**What is expected:** Examine the listing below and state how many of its lines contain the word "Keep". Write only the number.

*** Provided records ***

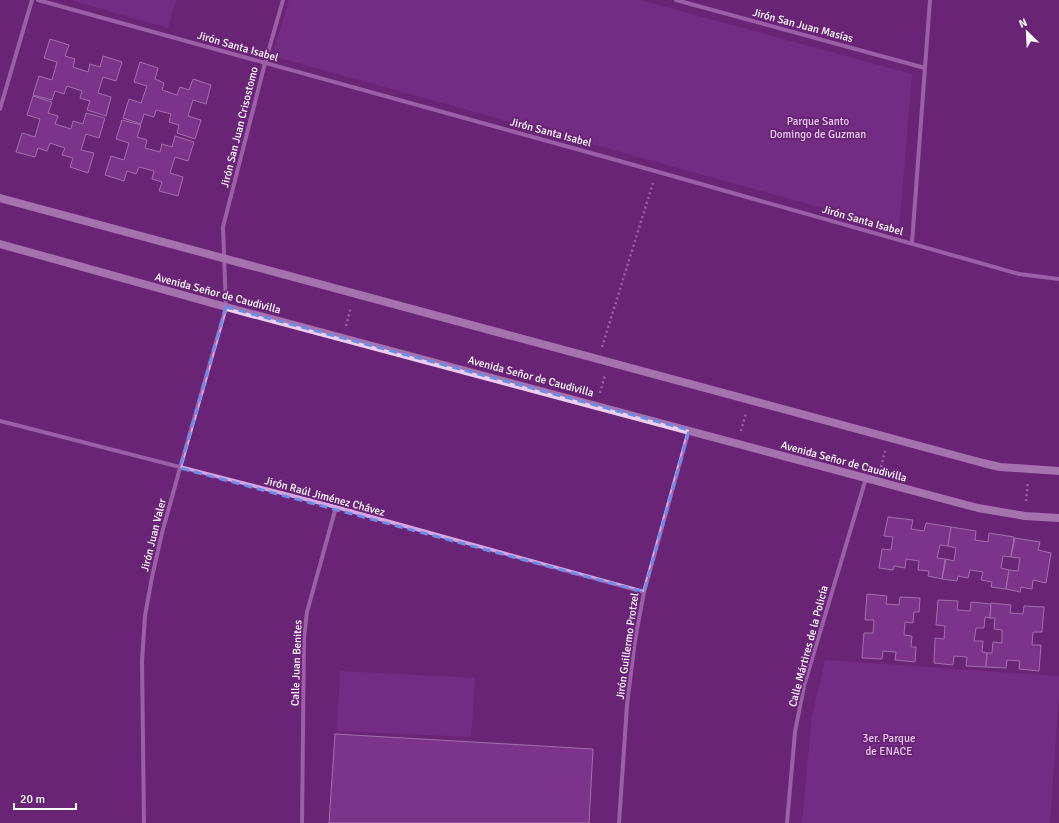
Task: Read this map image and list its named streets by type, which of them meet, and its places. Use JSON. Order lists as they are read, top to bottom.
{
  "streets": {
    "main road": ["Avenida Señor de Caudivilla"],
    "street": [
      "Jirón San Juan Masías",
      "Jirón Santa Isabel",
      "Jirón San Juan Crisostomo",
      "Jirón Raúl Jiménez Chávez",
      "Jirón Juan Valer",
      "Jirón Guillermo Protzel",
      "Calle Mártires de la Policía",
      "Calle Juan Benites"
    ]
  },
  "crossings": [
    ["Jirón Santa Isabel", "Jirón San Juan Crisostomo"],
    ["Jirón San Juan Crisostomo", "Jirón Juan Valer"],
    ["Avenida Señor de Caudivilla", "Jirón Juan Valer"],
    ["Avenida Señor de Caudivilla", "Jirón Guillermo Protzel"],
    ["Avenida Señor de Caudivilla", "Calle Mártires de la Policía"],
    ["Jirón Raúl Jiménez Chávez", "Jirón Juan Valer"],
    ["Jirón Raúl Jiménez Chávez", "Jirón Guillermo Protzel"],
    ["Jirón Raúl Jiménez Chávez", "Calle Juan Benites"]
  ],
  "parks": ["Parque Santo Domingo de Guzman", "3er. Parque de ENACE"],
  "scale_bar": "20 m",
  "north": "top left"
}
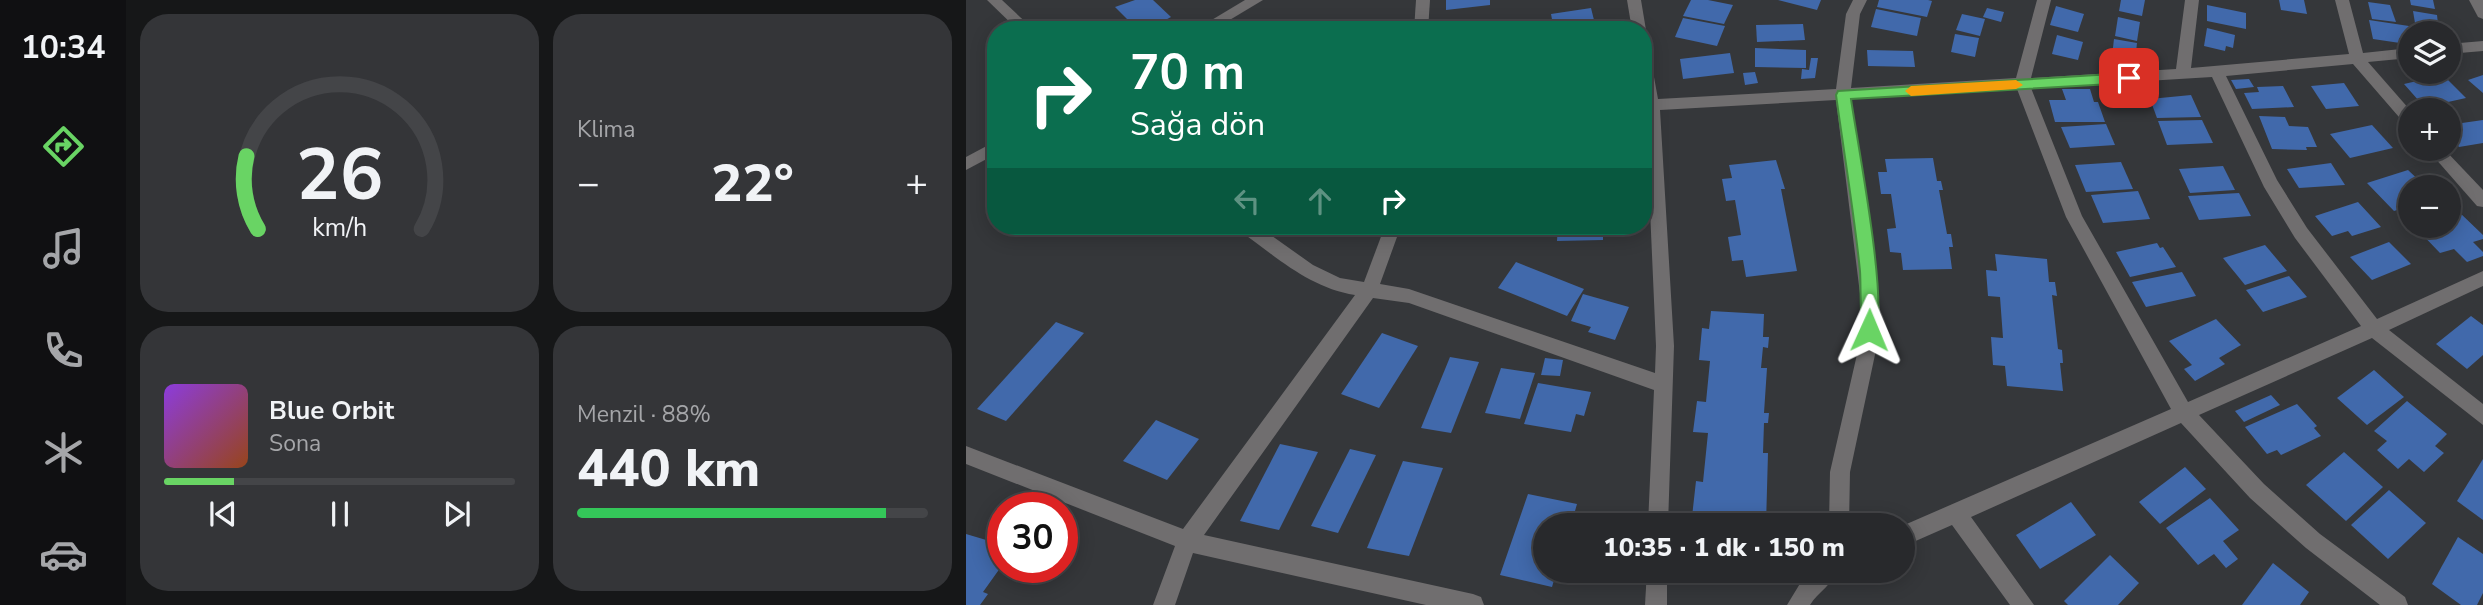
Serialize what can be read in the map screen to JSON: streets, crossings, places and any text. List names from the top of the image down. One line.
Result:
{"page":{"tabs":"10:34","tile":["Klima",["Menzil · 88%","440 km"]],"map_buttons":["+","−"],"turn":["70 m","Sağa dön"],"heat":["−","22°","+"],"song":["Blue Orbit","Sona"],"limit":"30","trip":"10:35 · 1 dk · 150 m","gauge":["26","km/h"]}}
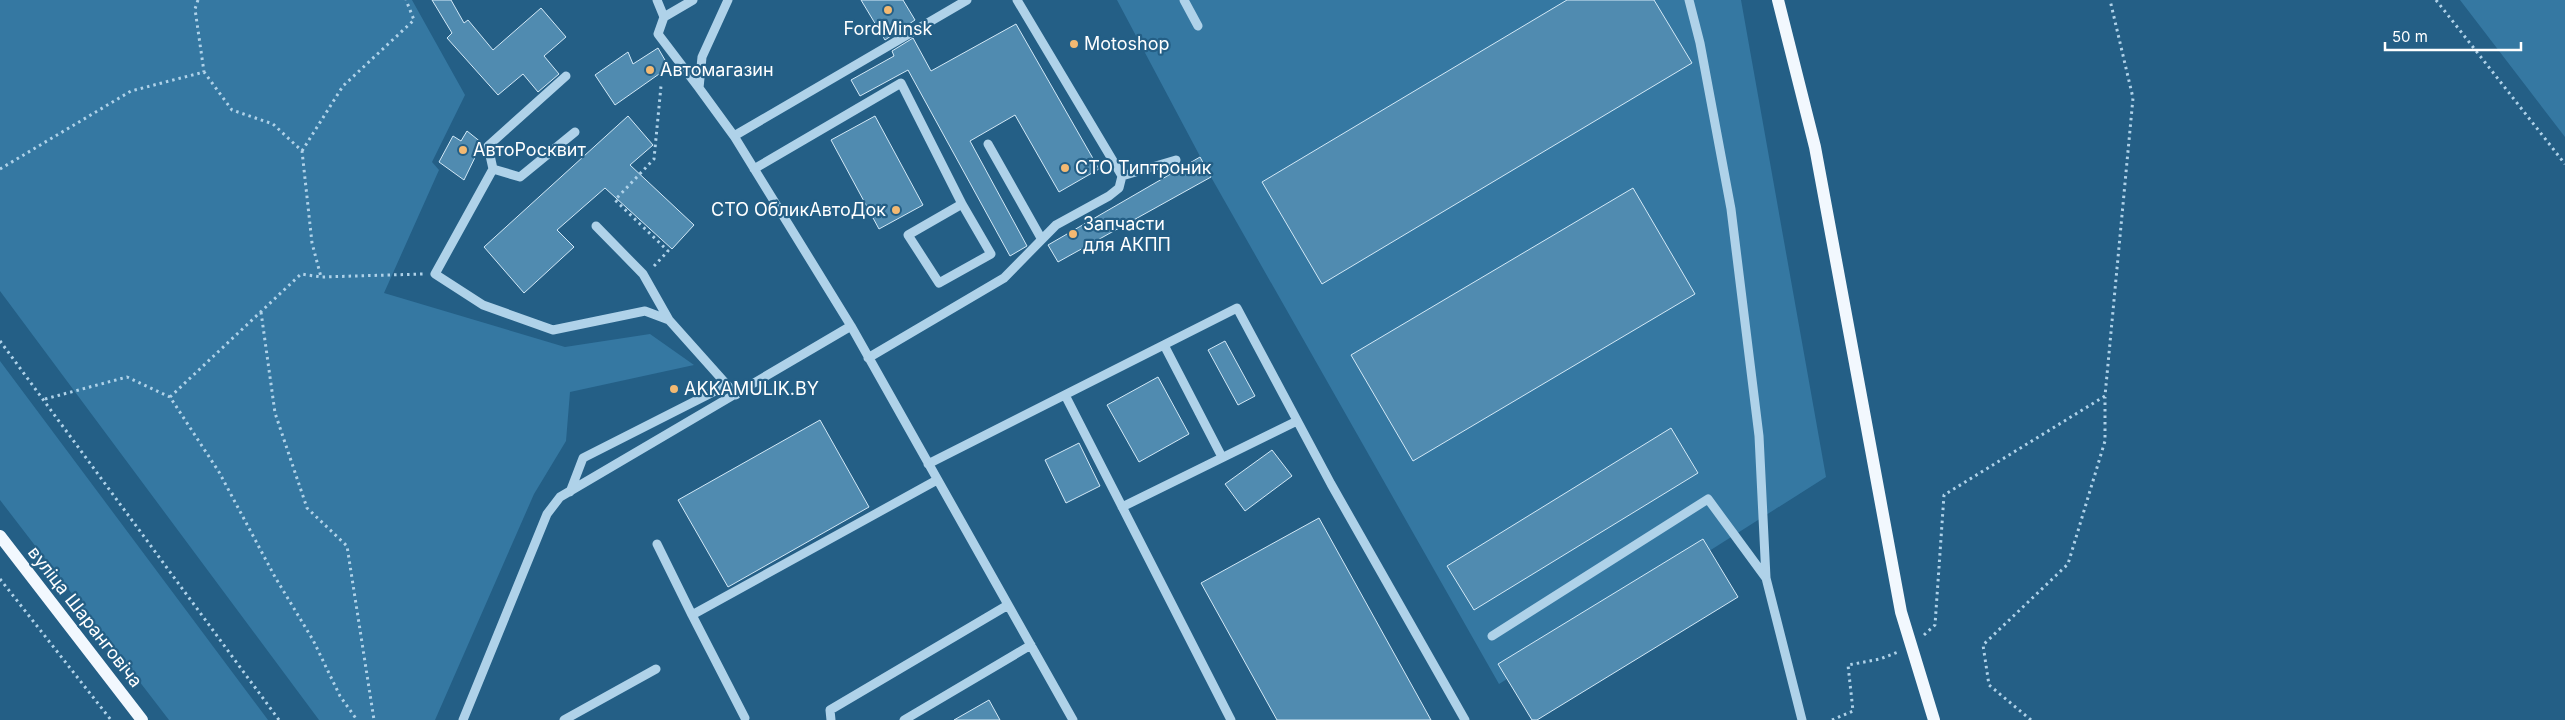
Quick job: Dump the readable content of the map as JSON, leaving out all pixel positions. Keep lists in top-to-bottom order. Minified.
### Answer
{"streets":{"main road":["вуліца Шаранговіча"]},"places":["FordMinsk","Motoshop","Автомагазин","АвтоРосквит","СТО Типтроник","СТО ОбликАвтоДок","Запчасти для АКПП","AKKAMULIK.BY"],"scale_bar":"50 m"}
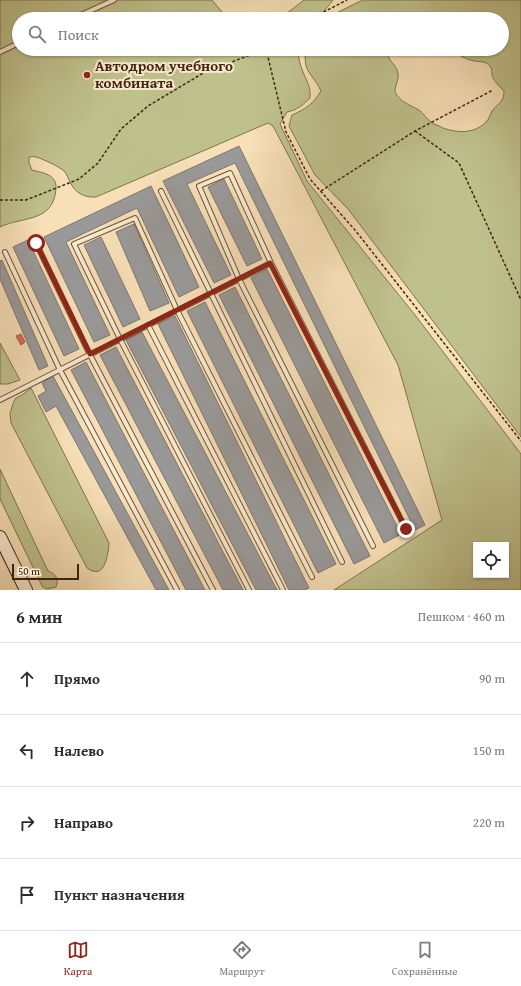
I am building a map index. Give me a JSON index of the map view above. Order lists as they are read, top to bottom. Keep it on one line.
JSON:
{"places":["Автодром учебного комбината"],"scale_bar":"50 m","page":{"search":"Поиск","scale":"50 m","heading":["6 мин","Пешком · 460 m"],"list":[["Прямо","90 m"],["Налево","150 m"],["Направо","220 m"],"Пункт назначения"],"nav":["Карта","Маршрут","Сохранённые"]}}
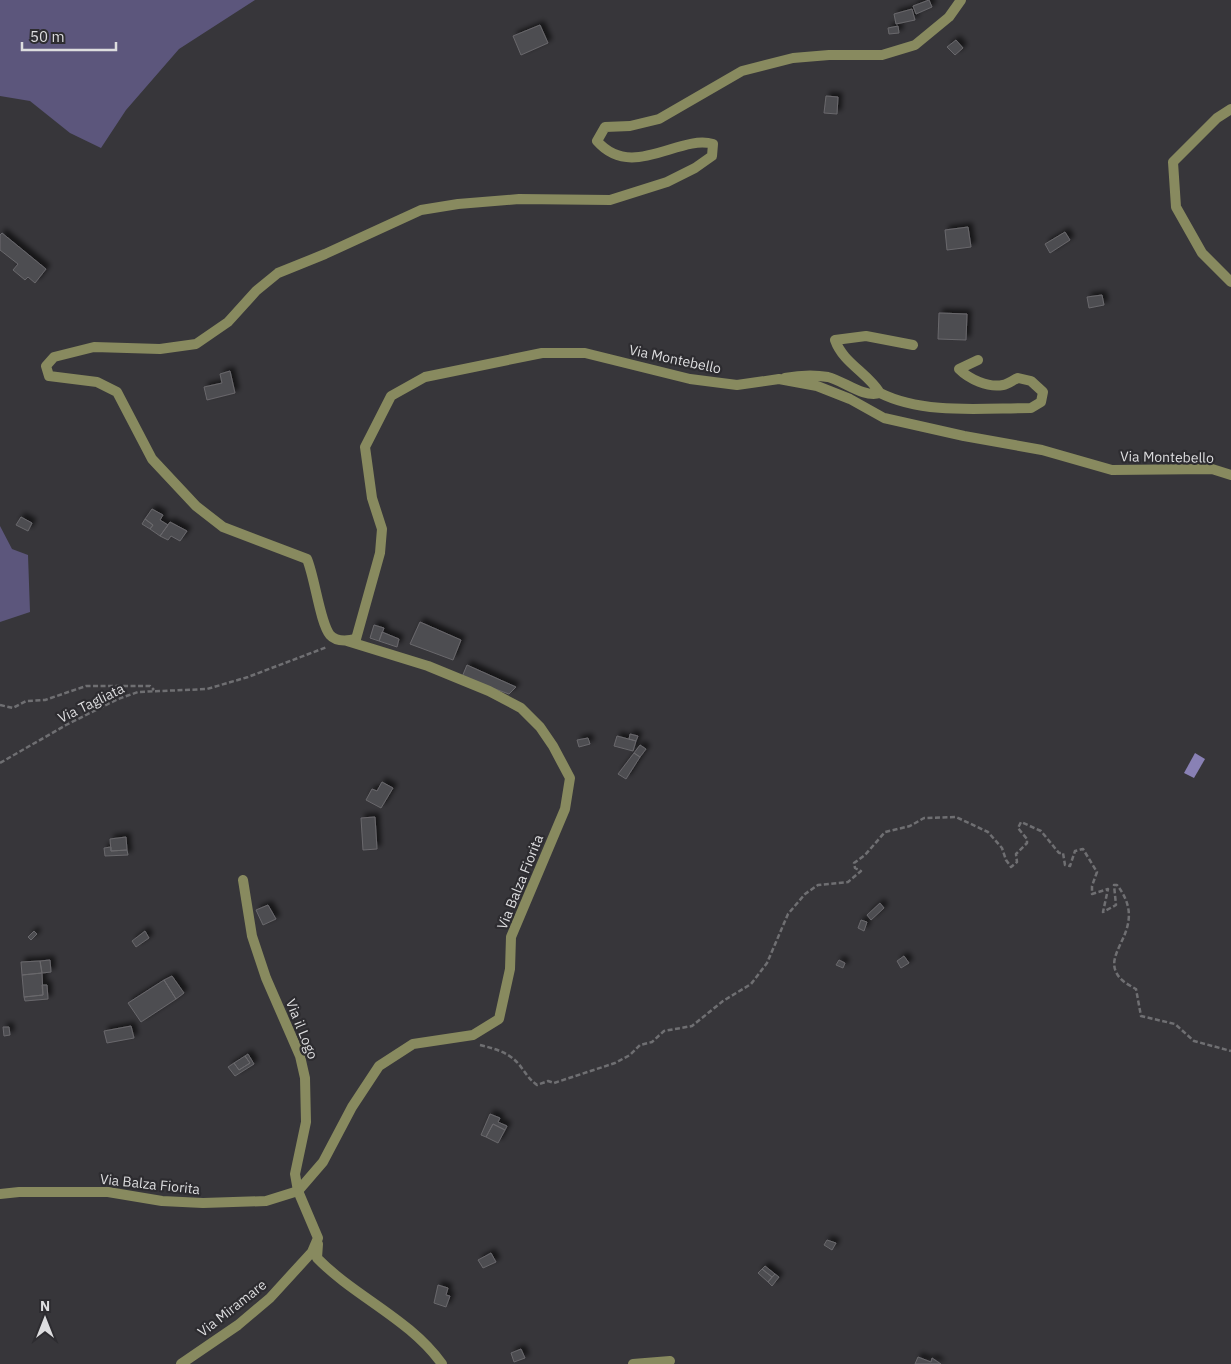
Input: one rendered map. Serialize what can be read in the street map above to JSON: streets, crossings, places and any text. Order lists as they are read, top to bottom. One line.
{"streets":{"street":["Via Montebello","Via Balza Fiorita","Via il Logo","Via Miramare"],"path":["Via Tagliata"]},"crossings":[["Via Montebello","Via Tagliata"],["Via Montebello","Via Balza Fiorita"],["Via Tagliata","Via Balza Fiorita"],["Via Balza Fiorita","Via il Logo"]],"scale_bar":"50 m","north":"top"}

*** End of Provided records ***

**Finished exercise:** 2